**Try it**
The required answer is every line of the data containing the word "Lostigen".

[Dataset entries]
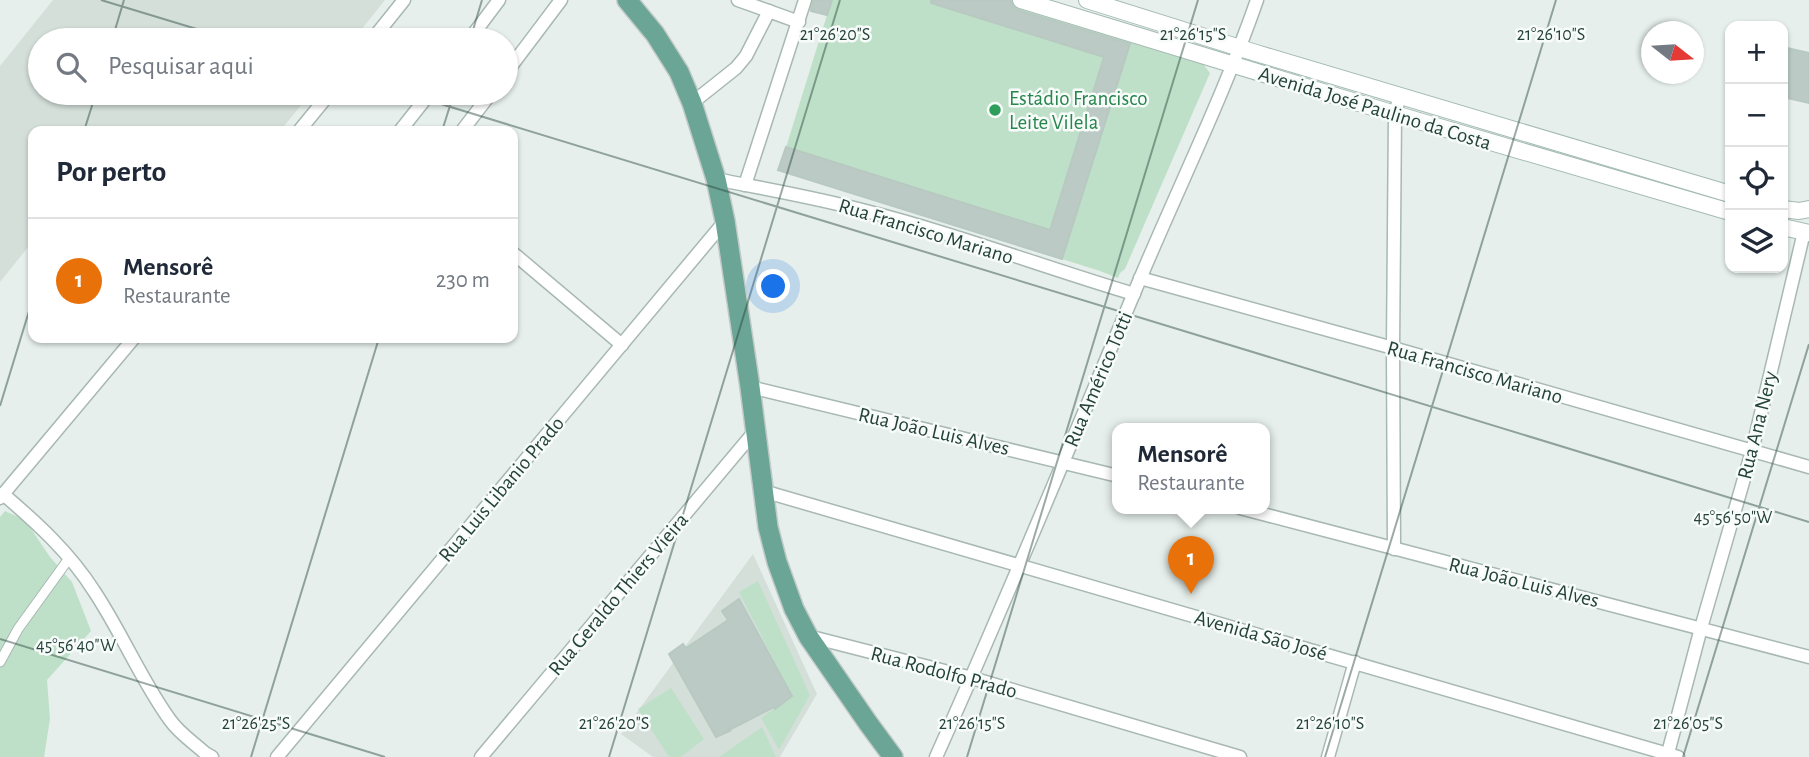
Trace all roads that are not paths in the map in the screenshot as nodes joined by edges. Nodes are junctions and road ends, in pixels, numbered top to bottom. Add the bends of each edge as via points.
1 (404, 0) edge
2 (499, 0) edge
3 (561, 0) edge
4 (627, 0) edge
5 (738, 0) edge
6 (805, 0) edge
7 (1020, 0) edge
8 (1087, 0) edge
9 (1258, 0) edge
10 (1047, 4) edge
11 (769, 11) junction
12 (799, 22) junction
13 (382, 28) edge
14 (479, 28) edge
15 (1241, 48) junction
16 (518, 58) edge
17 (1233, 65) junction
18 (1399, 96) junction
19 (692, 103) junction
20 (320, 105) edge
21 (421, 105) edge
22 (482, 105) edge
23 (1395, 114) junction
24 (303, 126) edge
25 (404, 126) edge
26 (466, 126) edge
27 (716, 179) junction
28 (1684, 180) junction
29 (745, 185) junction
30 (1725, 192) edge
31 (1681, 198) junction
32 (1809, 209) edge
33 (1788, 210) edge
34 (1725, 211) edge
35 (1809, 214) edge
36 (726, 221) junction
37 (1788, 228) edge
38 (1807, 233) edge
39 (518, 257) edge
40 (1140, 278) junction
41 (1134, 294) junction
42 (130, 343) edge
43 (622, 345) junction
44 (1393, 348) junction
45 (750, 387) junction
46 (755, 431) junction
47 (1752, 451) junction
48 (1062, 461) junction
49 (1809, 467) edge
50 (1112, 474) edge
51 (763, 491) junction
52 (2, 496) edge
53 (1263, 514) edge
54 (1394, 549) junction
55 (70, 557) junction
56 (1020, 565) junction
57 (1701, 628) junction
58 (807, 636) junction
59 (1809, 656) edge
60 (0, 662) edge
61 (1354, 662) junction
62 (971, 678) junction
63 (1671, 756) edge
64 (212, 757) edge
65 (276, 757) edge
66 (481, 757) edge
67 (894, 757) edge
68 (936, 757) edge
69 (1240, 757) edge
70 (1328, 757) edge

1 - 13 street
2 - 14 street
3 - 16 street
4 - 19 main road via 665,48
5 - 11 street
6 - 12 street
7 - 10 main road, Avenida José Paulino da Costa
8 - 15 main road, Avenida José Paulino da Costa
9 - 15 street, Rua Américo Totti
10 - 17 main road, Avenida José Paulino da Costa
11 - 12 street
11 - 19 street via 736,68
12 - 29 street
15 - 17 street, Rua Américo Totti
15 - 18 main road, Avenida José Paulino da Costa
17 - 23 main road, Avenida José Paulino da Costa
17 - 40 street, Rua Américo Totti
18 - 23 street
18 - 28 main road, Avenida José Paulino da Costa
19 - 27 main road
20 - 24 street
21 - 25 street
22 - 26 street
23 - 31 main road, Avenida José Paulino da Costa
23 - 44 street
27 - 29 street, Rua Francisco Mariano
27 - 36 main road
28 - 30 main road, Avenida José Paulino da Costa
28 - 31 main road
29 - 41 street, Rua Francisco Mariano via 889,217
31 - 34 main road, Avenida José Paulino da Costa
32 - 33 main road
35 - 38 main road, Rua Ana Nery
36 - 43 street, Rua Luis Libanio Prado
36 - 45 main road
37 - 38 main road
38 - 47 street, Rua Ana Nery
39 - 43 street
40 - 41 street, Rua Américo Totti
40 - 44 street, Rua Francisco Mariano
41 - 48 street, Rua Américo Totti
42 - 52 street
43 - 65 street, Rua Luis Libanio Prado
44 - 47 street, Rua Francisco Mariano
44 - 54 street
45 - 46 main road
45 - 48 street, Rua João Luis Alves
46 - 51 main road
46 - 66 street, Rua Geraldo Thiers Vieira
47 - 49 street, Rua Francisco Mariano
47 - 57 street, Rua Ana Nery
48 - 50 street, Rua João Luis Alves
48 - 56 street, Rua Américo Totti
51 - 56 street, Avenida São José
51 - 58 main road via 777,562
52 - 55 street
53 - 54 street, Rua João Luis Alves
54 - 57 street, Rua João Luis Alves
55 - 60 street
55 - 64 street via 172,722
56 - 61 street, Avenida São José
56 - 62 street, Rua Américo Totti
57 - 59 street, Rua João Luis Alves
57 - 63 street, Rua Ana Nery
58 - 62 street, Rua Rodolfo Prado
58 - 67 main road
61 - 63 street, Avenida São José
61 - 70 street
62 - 68 street, Rua Américo Totti
62 - 69 street, Rua Rodolfo Prado

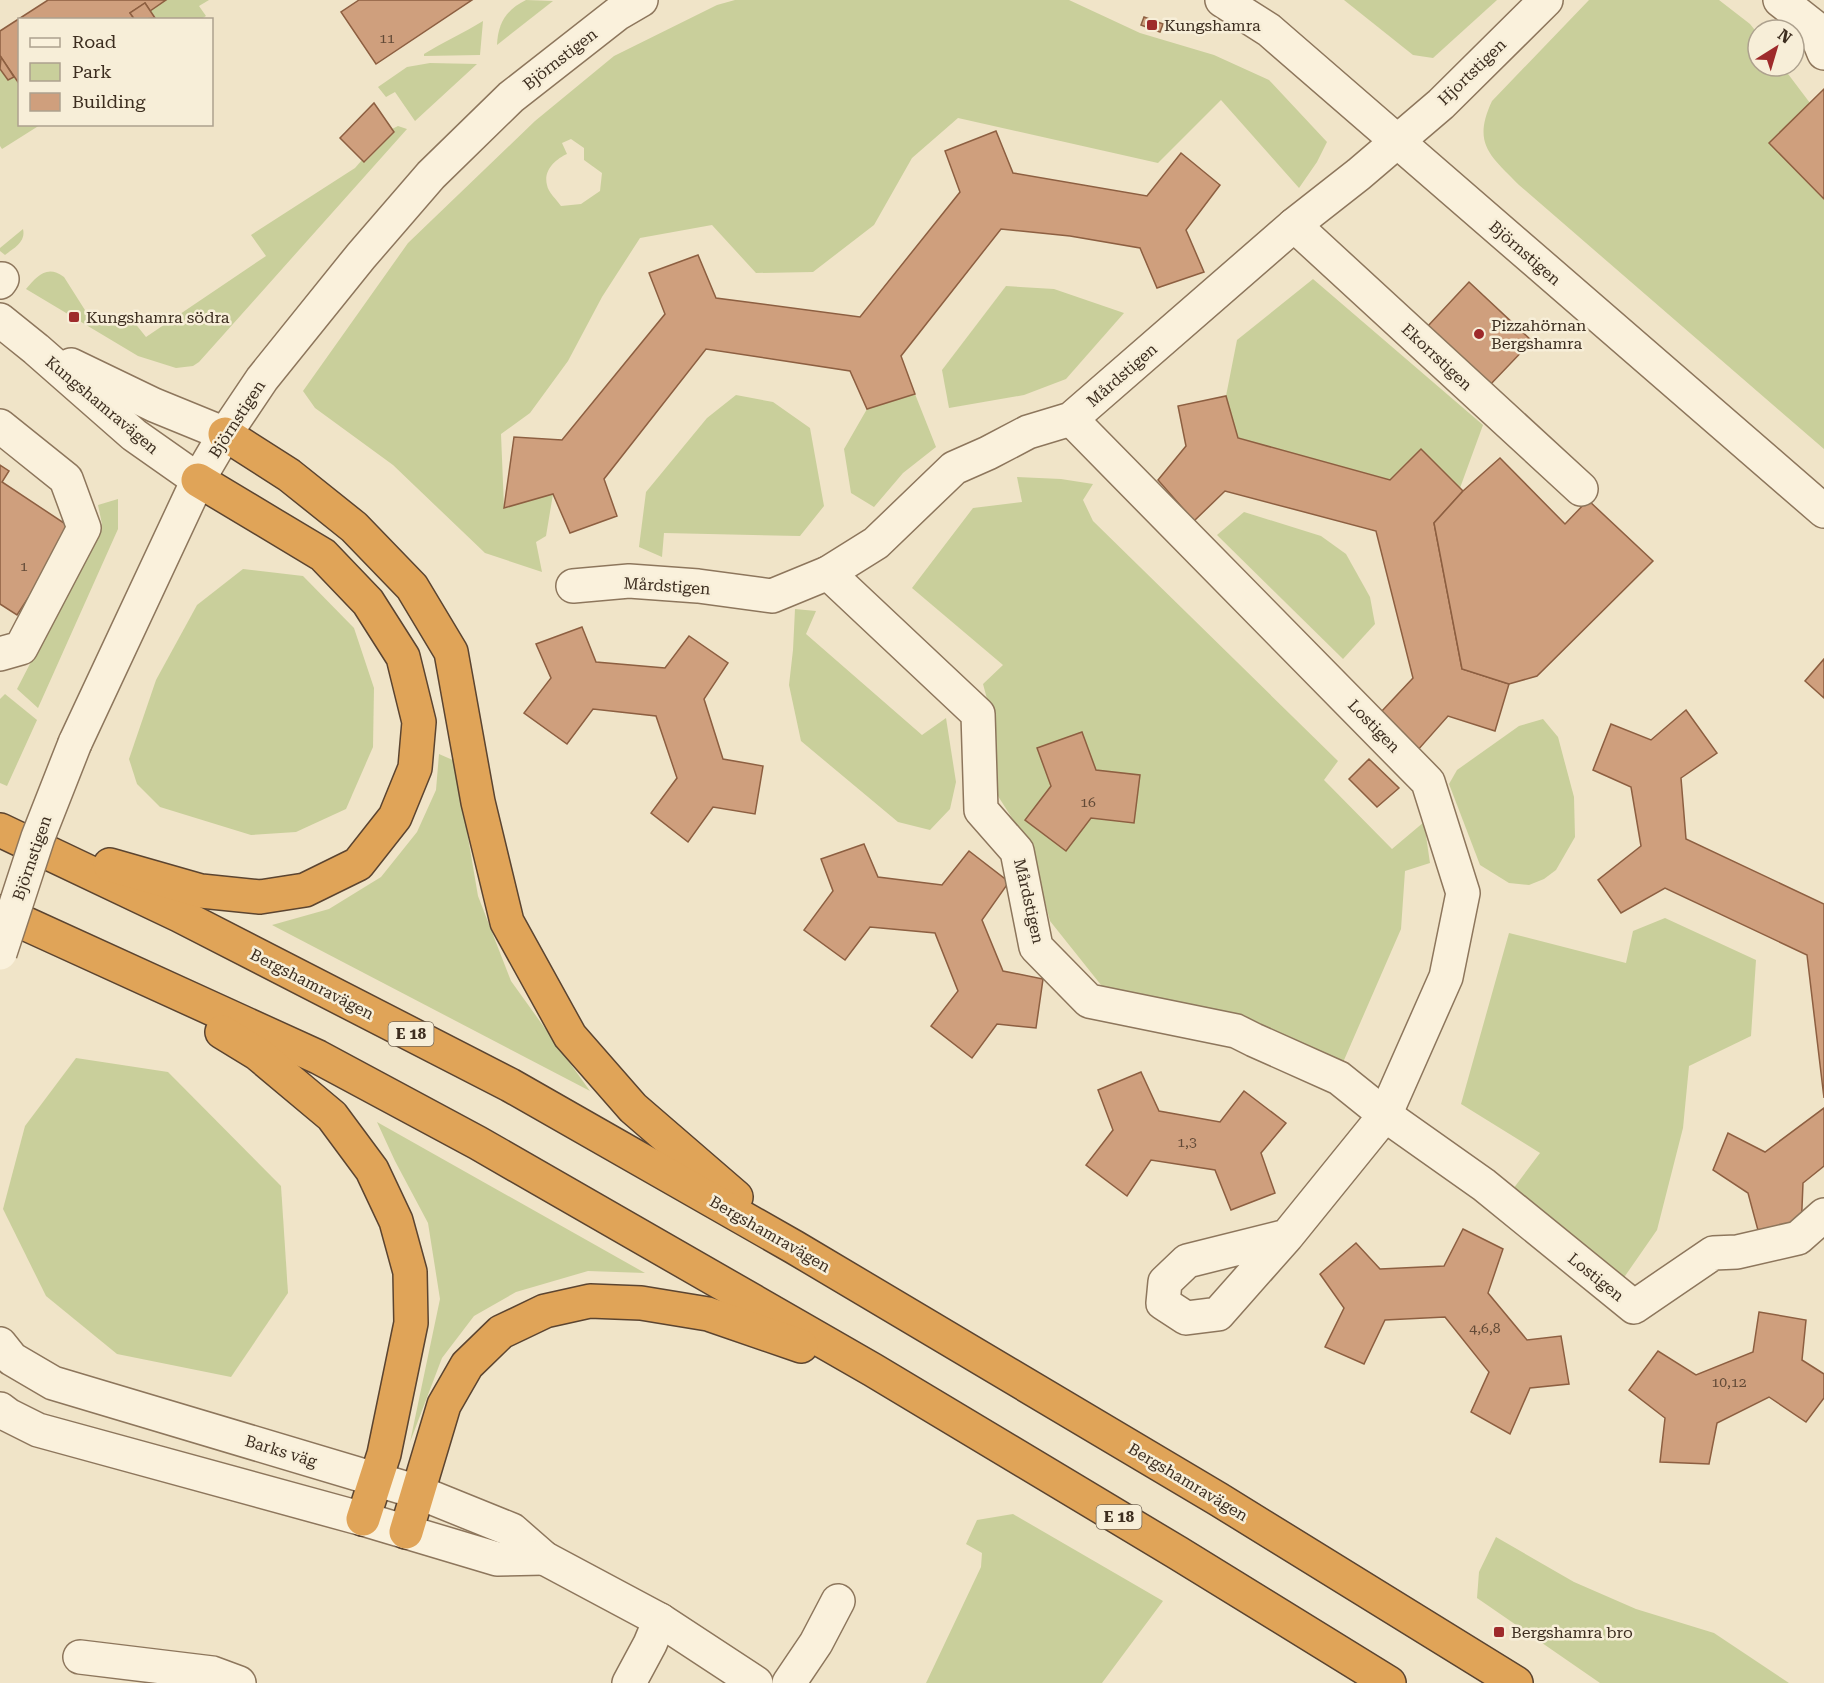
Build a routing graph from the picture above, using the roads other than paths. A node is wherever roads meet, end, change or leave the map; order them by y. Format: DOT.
graph roads {
  1 [pos="641,0"];
  2 [pos="1222,0"];
  3 [pos="1546,0"];
  4 [pos="1780,0"];
  5 [pos="1824,53"];
  6 [pos="1396,142"];
  7 [pos="1294,225"];
  8 [pos="0,320"];
  9 [pos="36,349"];
  10 [pos="1071,419"];
  11 [pos="0,426"];
  12 [pos="225,434"];
  13 [pos="198,480"];
  14 [pos="1581,489"];
  15 [pos="1824,511"];
  16 [pos="828,573"];
  17 [pos="573,586"];
  18 [pos="0,654"];
  19 [pos="10,835"];
  20 [pos="0,912"];
  21 [pos="0,953"];
  22 [pos="103,958"];
  23 [pos="1385,1115"];
  24 [pos="1824,1215"];
  25 [pos="1287,1236"];
  26 [pos="794,1247"];
  27 [pos="4,1359"];
  28 [pos="873,1370"];
  29 [pos="0,1409"];
  30 [pos="376,1479"];
  31 [pos="418,1492"];
  32 [pos="363,1518"];
  33 [pos="406,1532"];
  34 [pos="543,1558"];
  35 [pos="838,1601"];
  36 [pos="660,1620"];
  37 [pos="80,1657"];
  38 [pos="238,1683"];
  39 [pos="629,1683"];
  40 [pos="756,1683"];
  41 [pos="789,1683"];
  42 [pos="1389,1683"];
  43 [pos="1516,1683"];
  1 -- 12 [label="street, Björnstigen"];
  2 -- 6 [label="street, Björnstigen"];
  3 -- 6 [label="street, Hjortstigen"];
  4 -- 5 [label="street"];
  6 -- 7 [label="street, Mårdstigen"];
  6 -- 15 [label="street, Björnstigen"];
  7 -- 10 [label="street, Mårdstigen"];
  7 -- 14 [label="street, Ekorrstigen"];
  8 -- 9 [label="street, Kungshamravägen"];
  9 -- 12 [label="street, Kungshamravägen"];
  9 -- 13 [label="street, Kungshamravägen"];
  10 -- 16 [label="street, Mårdstigen"];
  10 -- 23 [label="street, Lostigen"];
  11 -- 18 [label="street"];
  12 -- 13 [label="street, Björnstigen"];
  12 -- 26 [label="highway"];
  13 -- 19 [label="highway"];
  13 -- 21 [label="street, Björnstigen, bridge"];
  16 -- 17 [label="street, Mårdstigen"];
  16 -- 23 [label="street, Mårdstigen"];
  19 -- 26 [label="highway, Bergshamravägen / E 18"];
  20 -- 22 [label="highway, E 18"];
  22 -- 28 [label="highway, E 18"];
  22 -- 30 [label="highway"];
  23 -- 24 [label="street, Lostigen"];
  23 -- 25 [label="street, Lostigen"];
  26 -- 43 [label="highway, Bergshamravägen / E 18"];
  27 -- 30 [label="street, Barks väg"];
  28 -- 31 [label="highway"];
  28 -- 42 [label="highway, E 18"];
  29 -- 32 [label="street, Barks väg"];
  30 -- 31 [label="street, Barks väg"];
  30 -- 32 [label="highway"];
  31 -- 33 [label="highway"];
  31 -- 34 [label="street, Barks väg"];
  32 -- 33 [label="street, Barks väg"];
  33 -- 34 [label="street, Barks väg"];
  34 -- 36 [label="street, Barks väg"];
  35 -- 41 [label="street"];
  36 -- 39 [label="street"];
  36 -- 40 [label="street, Barks väg"];
  37 -- 38 [label="street"];
}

**Answer section**
  10 -- 23 [label="street, Lostigen"];
  23 -- 24 [label="street, Lostigen"];
  23 -- 25 [label="street, Lostigen"];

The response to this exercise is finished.